Safety Fears As Shooters Comb Forests

Sun Herald

Sunday July 30, 2006

By ALEX MITCHELL

GAME hunters are now able to shoot in 142 state forests across NSW and they've already bagged 650 feral animals since legalised hunting began in March.

The NSW Game Council says licensed hunters have culled wild deer, goats, foxes and pigs since the State Government threw open 1.4 million hectares of state forest to recreational shooting.

While shooters are queueing for licences to help eradicate feral animals from publicly owned forests, environmental groups and the Greens are calling for the program to be halted on safety grounds.

National Parks Association of NSW executive officer Andrew Cox said: "Shooting a few foxes and pigs for fun is not how you protect our threatened species from ferals."

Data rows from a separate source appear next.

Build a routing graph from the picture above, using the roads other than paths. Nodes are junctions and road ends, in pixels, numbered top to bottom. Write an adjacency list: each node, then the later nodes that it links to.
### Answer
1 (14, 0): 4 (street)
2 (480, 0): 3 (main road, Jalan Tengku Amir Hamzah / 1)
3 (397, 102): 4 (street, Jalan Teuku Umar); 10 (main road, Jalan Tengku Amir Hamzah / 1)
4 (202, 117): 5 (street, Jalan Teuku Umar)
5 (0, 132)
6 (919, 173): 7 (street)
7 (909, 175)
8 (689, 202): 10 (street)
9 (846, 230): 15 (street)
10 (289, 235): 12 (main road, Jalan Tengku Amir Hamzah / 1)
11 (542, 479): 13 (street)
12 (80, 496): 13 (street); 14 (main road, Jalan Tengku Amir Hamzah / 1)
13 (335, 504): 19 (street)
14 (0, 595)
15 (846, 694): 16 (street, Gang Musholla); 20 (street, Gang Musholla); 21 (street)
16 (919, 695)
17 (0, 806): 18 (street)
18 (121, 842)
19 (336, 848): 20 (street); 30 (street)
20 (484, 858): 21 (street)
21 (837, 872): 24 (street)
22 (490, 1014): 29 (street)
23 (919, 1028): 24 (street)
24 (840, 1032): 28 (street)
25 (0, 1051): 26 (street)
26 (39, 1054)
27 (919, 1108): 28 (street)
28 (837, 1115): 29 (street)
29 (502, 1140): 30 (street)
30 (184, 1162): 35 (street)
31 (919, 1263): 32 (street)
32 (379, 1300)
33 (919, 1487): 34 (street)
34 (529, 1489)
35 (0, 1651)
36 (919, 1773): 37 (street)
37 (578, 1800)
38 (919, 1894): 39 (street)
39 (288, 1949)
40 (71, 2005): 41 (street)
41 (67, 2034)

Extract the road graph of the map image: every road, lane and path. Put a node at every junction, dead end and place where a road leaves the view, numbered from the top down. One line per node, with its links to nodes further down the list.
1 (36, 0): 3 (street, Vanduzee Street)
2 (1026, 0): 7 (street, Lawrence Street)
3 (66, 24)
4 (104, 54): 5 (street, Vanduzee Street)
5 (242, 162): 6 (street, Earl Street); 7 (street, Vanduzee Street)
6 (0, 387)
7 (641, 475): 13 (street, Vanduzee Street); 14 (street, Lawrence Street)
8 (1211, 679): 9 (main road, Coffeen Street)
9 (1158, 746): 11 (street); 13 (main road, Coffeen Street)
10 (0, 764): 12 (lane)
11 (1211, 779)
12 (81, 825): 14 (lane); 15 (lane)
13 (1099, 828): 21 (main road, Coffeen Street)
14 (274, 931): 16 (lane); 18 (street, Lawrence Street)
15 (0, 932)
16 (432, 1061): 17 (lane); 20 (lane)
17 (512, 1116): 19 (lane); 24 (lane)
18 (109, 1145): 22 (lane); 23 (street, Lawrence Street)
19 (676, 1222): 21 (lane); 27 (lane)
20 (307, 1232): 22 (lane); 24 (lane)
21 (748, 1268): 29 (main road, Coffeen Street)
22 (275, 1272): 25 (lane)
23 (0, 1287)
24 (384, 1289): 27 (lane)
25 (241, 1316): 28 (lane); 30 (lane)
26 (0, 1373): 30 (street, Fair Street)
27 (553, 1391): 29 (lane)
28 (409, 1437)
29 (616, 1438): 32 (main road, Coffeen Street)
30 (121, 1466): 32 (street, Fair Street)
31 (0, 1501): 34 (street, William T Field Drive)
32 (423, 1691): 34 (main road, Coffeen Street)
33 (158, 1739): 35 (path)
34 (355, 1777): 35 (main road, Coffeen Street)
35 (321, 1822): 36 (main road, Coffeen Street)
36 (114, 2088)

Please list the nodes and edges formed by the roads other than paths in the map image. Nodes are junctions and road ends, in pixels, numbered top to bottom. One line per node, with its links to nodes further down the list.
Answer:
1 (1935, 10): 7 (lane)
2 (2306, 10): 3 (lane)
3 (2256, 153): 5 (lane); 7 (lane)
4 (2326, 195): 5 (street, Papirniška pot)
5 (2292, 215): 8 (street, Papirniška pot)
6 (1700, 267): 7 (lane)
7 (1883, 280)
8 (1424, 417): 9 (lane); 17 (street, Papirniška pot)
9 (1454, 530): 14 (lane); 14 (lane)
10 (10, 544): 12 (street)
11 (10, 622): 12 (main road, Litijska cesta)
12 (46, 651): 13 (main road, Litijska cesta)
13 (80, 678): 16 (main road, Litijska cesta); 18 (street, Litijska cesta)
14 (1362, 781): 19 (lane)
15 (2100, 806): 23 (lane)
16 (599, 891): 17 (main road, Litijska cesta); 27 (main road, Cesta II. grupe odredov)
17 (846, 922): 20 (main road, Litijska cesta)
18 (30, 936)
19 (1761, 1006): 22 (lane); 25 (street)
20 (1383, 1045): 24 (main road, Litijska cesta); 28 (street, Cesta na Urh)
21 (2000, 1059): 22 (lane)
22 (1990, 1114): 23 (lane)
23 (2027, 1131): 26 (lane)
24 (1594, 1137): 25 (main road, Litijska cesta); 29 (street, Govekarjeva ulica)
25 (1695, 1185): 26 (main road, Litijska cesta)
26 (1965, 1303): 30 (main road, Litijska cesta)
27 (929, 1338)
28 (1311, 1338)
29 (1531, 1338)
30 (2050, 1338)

Lis Shelley of the Keep Forests Safe coalition said: "Recreational users of state forests are expected to share the forest with armed amateurs."

Former Shooters Party president David Leyonhjelm believes the government-encouraged plan to cull feral animals will popularise gun ownership in NSW.

In a confidential shooters' paper obtained by The Sun-Herald, he said: "Many Australians identify with the need to prevent the devastating effects on native fauna caused by foxes, pigs and cats . . . there is an opportunity to position recreational hunters as environmental saviours."

Greens MP Lee Rhiannon said it was "an accident waiting to happen".